▶ **How to complete this task**
An exact copy of every entry is needed, with no images.

▶ **Data in this exercise**
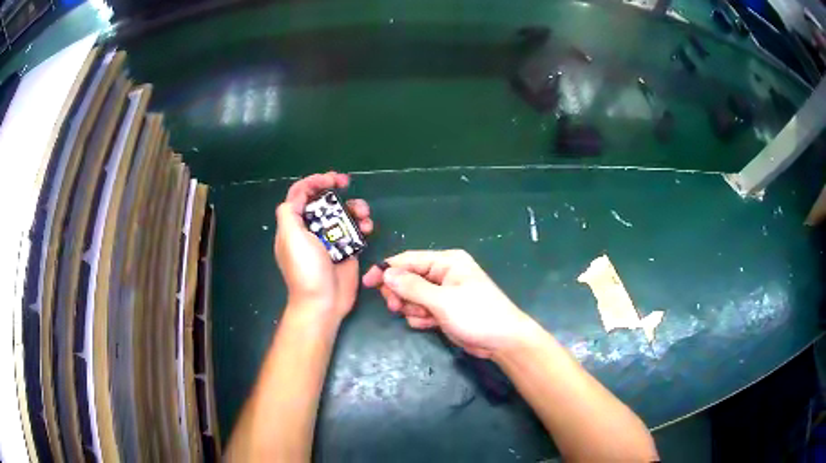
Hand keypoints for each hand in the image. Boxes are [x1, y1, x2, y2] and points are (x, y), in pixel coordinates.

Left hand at [274, 172, 372, 320]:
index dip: (314, 181)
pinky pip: (355, 230)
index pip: (300, 194)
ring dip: (354, 208)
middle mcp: (311, 229)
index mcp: (294, 225)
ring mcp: (330, 239)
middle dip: (335, 190)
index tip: (331, 179)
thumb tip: (295, 197)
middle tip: (347, 184)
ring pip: (342, 213)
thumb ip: (289, 213)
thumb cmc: (306, 269)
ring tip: (364, 214)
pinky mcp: (346, 249)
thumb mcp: (290, 238)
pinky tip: (368, 229)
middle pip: (323, 200)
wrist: (324, 302)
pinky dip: (363, 225)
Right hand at [362, 250, 531, 357]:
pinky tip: (430, 325)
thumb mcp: (442, 301)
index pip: (409, 260)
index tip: (367, 283)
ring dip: (412, 309)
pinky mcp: (444, 310)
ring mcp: (444, 293)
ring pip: (412, 296)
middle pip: (408, 278)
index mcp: (447, 262)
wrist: (502, 341)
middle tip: (396, 308)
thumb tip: (386, 273)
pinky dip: (421, 318)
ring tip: (424, 318)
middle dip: (400, 294)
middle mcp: (444, 273)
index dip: (386, 270)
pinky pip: (421, 310)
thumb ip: (412, 287)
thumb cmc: (477, 315)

▶ **Reply to the exercise**
Hand keypoints for each hand in the image. Boxes are [x1, y1, x2, y2] and points are (x, y), in pixel coordinates.

Left hand at [274, 172, 372, 320]:
index dip: (314, 181)
pinky pip: (355, 230)
index pip: (300, 194)
ring dip: (354, 208)
middle mcp: (311, 229)
index mcp: (294, 225)
ring mcp: (330, 239)
middle dip: (335, 190)
index tip: (331, 179)
thumb tip: (295, 197)
middle tip: (347, 184)
ring pip: (342, 213)
thumb ip: (289, 213)
thumb cmc: (306, 269)
ring tip: (364, 214)
pinky mcp: (346, 249)
thumb mcp: (290, 238)
pinky tip: (368, 229)
middle pip: (323, 200)
wrist: (324, 302)
pinky dip: (363, 225)
Right hand at [362, 250, 531, 357]:
pinky tip: (430, 325)
thumb mcp: (442, 301)
index pip: (409, 260)
index tip: (367, 283)
ring dip: (412, 309)
pinky mcp: (444, 310)
ring mcp: (444, 293)
ring pip: (412, 296)
middle pip: (408, 278)
index mcp: (447, 262)
wrist: (502, 341)
middle tip: (396, 308)
thumb tip: (386, 273)
pinky dip: (421, 318)
ring tip: (424, 318)
middle dip: (400, 294)
middle mcp: (444, 273)
index dip: (386, 270)
pinky pip: (421, 310)
thumb ip: (412, 287)
thumb cmc: (477, 315)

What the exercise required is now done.